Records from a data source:
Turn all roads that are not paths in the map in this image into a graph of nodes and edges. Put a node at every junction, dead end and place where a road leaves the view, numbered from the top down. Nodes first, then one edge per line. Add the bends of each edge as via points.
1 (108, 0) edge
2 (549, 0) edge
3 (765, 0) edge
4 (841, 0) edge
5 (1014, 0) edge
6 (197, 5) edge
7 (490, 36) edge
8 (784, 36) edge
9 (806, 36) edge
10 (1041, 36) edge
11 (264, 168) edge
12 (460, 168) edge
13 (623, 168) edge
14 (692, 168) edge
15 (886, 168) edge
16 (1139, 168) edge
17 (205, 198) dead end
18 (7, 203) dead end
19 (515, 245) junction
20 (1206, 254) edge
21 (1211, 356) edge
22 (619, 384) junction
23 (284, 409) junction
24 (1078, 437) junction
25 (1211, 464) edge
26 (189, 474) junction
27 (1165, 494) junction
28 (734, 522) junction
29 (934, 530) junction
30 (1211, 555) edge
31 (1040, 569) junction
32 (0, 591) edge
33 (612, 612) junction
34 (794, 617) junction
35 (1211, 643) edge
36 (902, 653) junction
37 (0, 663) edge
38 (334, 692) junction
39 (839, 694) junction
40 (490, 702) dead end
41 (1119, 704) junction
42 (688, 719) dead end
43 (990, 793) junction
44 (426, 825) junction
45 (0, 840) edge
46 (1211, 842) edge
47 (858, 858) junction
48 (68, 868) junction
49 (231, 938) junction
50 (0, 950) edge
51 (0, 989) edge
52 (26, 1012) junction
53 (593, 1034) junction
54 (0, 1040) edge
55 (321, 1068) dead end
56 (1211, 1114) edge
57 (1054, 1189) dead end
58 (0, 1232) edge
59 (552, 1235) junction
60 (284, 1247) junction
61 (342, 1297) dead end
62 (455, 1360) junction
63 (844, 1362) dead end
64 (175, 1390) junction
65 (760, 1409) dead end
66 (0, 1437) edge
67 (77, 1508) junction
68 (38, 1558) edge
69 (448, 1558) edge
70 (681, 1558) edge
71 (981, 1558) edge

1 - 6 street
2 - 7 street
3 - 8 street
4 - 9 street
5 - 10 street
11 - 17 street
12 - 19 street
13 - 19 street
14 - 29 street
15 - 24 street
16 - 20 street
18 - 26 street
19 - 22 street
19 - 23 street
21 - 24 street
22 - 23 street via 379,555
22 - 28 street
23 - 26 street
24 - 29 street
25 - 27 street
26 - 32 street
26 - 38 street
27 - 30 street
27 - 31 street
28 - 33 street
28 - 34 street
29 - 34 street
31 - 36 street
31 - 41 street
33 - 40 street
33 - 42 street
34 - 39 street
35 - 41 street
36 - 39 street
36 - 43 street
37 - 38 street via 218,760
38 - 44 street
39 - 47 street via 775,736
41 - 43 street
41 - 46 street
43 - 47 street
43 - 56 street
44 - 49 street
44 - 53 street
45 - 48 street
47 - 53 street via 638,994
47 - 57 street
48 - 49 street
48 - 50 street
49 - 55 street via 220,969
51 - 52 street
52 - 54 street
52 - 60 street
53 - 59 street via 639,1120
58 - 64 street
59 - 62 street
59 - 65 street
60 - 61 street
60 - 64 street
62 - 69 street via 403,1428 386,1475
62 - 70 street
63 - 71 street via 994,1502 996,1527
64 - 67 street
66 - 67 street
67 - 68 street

Exercise objective:
Retype every line of the data above exactly.

Answer for this exercise:
Turn all roads that are not paths in the map in this image into a graph of nodes and edges. Put a node at every junction, dead end and place where a road leaves the view, numbered from the top down. Nodes first, then one edge per line. Add the bends of each edge as via points.
1 (108, 0) edge
2 (549, 0) edge
3 (765, 0) edge
4 (841, 0) edge
5 (1014, 0) edge
6 (197, 5) edge
7 (490, 36) edge
8 (784, 36) edge
9 (806, 36) edge
10 (1041, 36) edge
11 (264, 168) edge
12 (460, 168) edge
13 (623, 168) edge
14 (692, 168) edge
15 (886, 168) edge
16 (1139, 168) edge
17 (205, 198) dead end
18 (7, 203) dead end
19 (515, 245) junction
20 (1206, 254) edge
21 (1211, 356) edge
22 (619, 384) junction
23 (284, 409) junction
24 (1078, 437) junction
25 (1211, 464) edge
26 (189, 474) junction
27 (1165, 494) junction
28 (734, 522) junction
29 (934, 530) junction
30 (1211, 555) edge
31 (1040, 569) junction
32 (0, 591) edge
33 (612, 612) junction
34 (794, 617) junction
35 (1211, 643) edge
36 (902, 653) junction
37 (0, 663) edge
38 (334, 692) junction
39 (839, 694) junction
40 (490, 702) dead end
41 (1119, 704) junction
42 (688, 719) dead end
43 (990, 793) junction
44 (426, 825) junction
45 (0, 840) edge
46 (1211, 842) edge
47 (858, 858) junction
48 (68, 868) junction
49 (231, 938) junction
50 (0, 950) edge
51 (0, 989) edge
52 (26, 1012) junction
53 (593, 1034) junction
54 (0, 1040) edge
55 (321, 1068) dead end
56 (1211, 1114) edge
57 (1054, 1189) dead end
58 (0, 1232) edge
59 (552, 1235) junction
60 (284, 1247) junction
61 (342, 1297) dead end
62 (455, 1360) junction
63 (844, 1362) dead end
64 (175, 1390) junction
65 (760, 1409) dead end
66 (0, 1437) edge
67 (77, 1508) junction
68 (38, 1558) edge
69 (448, 1558) edge
70 (681, 1558) edge
71 (981, 1558) edge

1 - 6 street
2 - 7 street
3 - 8 street
4 - 9 street
5 - 10 street
11 - 17 street
12 - 19 street
13 - 19 street
14 - 29 street
15 - 24 street
16 - 20 street
18 - 26 street
19 - 22 street
19 - 23 street
21 - 24 street
22 - 23 street via 379,555
22 - 28 street
23 - 26 street
24 - 29 street
25 - 27 street
26 - 32 street
26 - 38 street
27 - 30 street
27 - 31 street
28 - 33 street
28 - 34 street
29 - 34 street
31 - 36 street
31 - 41 street
33 - 40 street
33 - 42 street
34 - 39 street
35 - 41 street
36 - 39 street
36 - 43 street
37 - 38 street via 218,760
38 - 44 street
39 - 47 street via 775,736
41 - 43 street
41 - 46 street
43 - 47 street
43 - 56 street
44 - 49 street
44 - 53 street
45 - 48 street
47 - 53 street via 638,994
47 - 57 street
48 - 49 street
48 - 50 street
49 - 55 street via 220,969
51 - 52 street
52 - 54 street
52 - 60 street
53 - 59 street via 639,1120
58 - 64 street
59 - 62 street
59 - 65 street
60 - 61 street
60 - 64 street
62 - 69 street via 403,1428 386,1475
62 - 70 street
63 - 71 street via 994,1502 996,1527
64 - 67 street
66 - 67 street
67 - 68 street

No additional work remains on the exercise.